Putin amplia controle sobre infraestrutura após ataques da Ucrânia

O presidente da Rússia, Vladimir Putin, assinou um decreto que amplia os poderes do governo para assumir temporariamente o controle de infraestruturas consideradas críticas em todo o país. A medida permite a criação de uma “administração temporária” quando proprietários privados não conseguirem proteger adequadamente as instalações diante do aumento dos ataques atribuídos à Ucrânia.

O decreto abrange setores estratégicos como energia e combustíveis, comunicações, transporte e logística. O governo poderá intervir quando os responsáveis não adotarem medidas suficientes de segurança ou não conseguirem restabelecer rapidamente o funcionamento das instalações após eventuais ataques. Na prática, a medida permite ao Estado assumir temporariamente bens, direitos e ações dos proprietários.

A decisão ocorre em meio à intensificação da guerra aérea entre Rússia e Ucrânia. Os ataques ucranianos contra alvos em território russo têm provocado impactos sobre a infraestrutura e contribuído para a escassez de combustíveis. Nos últimos dias, a Ucrânia também aumentou os ataques contra centros de logística da Ozon, empresa de comércio eletrônico que concorre com a Wildberries.

O porta-voz do Kremlin, Dmitry Peskov, afirmou que alguns proprietários não estariam dando a devida atenção às medidas de segurança, principalmente à proteção contra drones. Segundo ele, o governo analisará quais empresas poderão ser submetidas às novas regras e poderá determinar intervenções sempre que considerar insuficientes as medidas de proteção adotadas.

Enquanto Moscou reforça a proteção de sua infraestrutura, a Rússia mantém os ataques contra a Ucrânia.

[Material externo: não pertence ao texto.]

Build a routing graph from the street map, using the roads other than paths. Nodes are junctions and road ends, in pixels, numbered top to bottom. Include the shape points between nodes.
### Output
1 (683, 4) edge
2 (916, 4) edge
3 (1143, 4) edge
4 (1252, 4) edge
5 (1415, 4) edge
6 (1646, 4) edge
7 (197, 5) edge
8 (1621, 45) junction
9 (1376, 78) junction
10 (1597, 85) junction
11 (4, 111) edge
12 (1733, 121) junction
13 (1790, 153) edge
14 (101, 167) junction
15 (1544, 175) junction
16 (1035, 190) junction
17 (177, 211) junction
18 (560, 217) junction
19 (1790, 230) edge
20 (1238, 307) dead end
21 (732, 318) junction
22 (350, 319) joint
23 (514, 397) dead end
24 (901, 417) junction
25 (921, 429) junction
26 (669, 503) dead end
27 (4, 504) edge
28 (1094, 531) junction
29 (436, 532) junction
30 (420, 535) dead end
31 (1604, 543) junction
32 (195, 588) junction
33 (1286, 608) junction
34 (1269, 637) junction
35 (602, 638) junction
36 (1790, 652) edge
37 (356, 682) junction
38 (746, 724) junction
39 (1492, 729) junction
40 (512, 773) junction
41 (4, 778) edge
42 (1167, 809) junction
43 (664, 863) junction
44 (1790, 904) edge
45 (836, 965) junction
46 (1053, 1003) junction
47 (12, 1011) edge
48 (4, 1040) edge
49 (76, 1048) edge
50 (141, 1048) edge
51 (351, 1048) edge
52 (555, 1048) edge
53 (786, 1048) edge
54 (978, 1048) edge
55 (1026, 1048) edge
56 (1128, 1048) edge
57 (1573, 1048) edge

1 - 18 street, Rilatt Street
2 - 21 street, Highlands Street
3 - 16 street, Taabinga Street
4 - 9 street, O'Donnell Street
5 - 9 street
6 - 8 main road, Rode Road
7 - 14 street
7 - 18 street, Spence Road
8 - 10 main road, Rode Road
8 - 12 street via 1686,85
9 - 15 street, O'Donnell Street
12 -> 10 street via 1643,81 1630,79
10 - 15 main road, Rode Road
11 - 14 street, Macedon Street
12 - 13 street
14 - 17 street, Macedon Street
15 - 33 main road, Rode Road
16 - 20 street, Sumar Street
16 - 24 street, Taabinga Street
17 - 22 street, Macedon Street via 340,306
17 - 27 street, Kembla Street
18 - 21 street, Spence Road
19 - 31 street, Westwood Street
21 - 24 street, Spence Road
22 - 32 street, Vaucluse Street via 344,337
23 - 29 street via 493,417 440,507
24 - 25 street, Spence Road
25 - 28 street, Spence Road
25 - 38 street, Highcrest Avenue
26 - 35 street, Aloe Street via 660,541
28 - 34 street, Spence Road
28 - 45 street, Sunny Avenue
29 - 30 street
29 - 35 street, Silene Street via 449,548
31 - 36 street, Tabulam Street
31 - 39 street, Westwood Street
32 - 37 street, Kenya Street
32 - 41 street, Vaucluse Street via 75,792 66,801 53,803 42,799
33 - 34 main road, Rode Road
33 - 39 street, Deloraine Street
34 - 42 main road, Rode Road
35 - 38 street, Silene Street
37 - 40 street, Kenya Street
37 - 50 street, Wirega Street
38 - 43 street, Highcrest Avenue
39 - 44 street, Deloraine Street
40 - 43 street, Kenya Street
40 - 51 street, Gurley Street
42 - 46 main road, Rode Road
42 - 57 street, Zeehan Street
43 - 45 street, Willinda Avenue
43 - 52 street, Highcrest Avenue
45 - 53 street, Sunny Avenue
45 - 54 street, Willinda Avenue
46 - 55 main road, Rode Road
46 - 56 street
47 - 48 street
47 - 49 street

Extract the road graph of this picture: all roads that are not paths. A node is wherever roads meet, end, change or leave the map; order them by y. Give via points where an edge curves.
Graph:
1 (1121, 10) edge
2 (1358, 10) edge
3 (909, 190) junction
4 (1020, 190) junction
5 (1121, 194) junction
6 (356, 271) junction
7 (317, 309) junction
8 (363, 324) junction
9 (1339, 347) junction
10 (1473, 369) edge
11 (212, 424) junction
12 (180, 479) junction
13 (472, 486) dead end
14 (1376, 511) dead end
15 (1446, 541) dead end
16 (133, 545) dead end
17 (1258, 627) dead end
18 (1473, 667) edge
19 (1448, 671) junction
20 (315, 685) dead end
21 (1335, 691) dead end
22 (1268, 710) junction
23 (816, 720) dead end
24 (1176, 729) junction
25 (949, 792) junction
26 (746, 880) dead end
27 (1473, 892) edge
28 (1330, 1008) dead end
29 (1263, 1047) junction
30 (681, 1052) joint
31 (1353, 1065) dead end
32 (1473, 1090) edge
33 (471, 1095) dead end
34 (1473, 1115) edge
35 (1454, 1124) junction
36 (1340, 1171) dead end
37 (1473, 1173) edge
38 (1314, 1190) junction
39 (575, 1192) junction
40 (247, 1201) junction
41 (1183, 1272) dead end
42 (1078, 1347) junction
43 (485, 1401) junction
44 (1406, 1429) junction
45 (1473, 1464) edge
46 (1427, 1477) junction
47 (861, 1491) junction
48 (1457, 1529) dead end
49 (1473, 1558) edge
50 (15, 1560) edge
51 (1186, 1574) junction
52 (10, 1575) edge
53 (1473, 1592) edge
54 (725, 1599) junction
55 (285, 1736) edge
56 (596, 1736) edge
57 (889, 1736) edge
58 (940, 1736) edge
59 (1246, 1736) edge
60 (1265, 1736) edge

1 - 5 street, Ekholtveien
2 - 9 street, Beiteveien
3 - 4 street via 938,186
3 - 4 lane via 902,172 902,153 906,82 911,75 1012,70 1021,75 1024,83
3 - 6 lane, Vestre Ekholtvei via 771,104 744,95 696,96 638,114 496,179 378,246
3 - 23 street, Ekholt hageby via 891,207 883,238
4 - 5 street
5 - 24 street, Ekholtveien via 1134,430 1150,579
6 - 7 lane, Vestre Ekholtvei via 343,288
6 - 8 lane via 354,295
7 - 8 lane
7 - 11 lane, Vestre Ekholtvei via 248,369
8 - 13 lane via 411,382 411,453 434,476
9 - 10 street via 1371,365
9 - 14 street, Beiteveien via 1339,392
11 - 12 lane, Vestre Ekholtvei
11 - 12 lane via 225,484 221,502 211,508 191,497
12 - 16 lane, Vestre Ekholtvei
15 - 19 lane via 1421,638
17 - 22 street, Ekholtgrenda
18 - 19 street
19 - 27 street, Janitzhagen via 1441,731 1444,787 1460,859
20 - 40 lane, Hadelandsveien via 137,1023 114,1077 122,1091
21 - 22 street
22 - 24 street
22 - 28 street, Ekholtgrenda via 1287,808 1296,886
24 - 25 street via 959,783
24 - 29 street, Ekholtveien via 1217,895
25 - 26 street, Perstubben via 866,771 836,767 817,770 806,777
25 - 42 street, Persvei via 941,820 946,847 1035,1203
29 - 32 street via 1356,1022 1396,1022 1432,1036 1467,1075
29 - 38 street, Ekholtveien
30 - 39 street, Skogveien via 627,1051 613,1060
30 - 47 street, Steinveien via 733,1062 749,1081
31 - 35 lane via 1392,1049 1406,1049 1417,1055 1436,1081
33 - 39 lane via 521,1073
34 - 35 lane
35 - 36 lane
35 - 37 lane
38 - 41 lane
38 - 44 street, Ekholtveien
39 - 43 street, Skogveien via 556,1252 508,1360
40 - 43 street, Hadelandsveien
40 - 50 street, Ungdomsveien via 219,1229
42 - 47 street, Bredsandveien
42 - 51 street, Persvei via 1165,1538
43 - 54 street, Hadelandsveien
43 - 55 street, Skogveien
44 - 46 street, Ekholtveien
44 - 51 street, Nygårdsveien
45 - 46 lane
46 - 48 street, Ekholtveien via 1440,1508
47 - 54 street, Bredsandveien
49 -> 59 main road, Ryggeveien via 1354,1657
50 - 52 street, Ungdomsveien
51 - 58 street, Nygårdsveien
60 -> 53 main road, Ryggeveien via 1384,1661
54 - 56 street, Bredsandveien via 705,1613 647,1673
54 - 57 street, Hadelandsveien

Na noite de segunda para terça-feira (25), as forças russas lançaram dois mísseis e 150 drones contra o território ucraniano, segundo a Força Aérea da Ucrânia, que afirmou ter abatido 124 drones. Diante da escassez de interceptadores dos sistemas de defesa aérea Patriot, o presidente ucraniano Volodymyr Zelensky afirmou que o país recebeu uma pequena quantidade de novos mísseis, mas destacou a necessidade de mais equipamentos.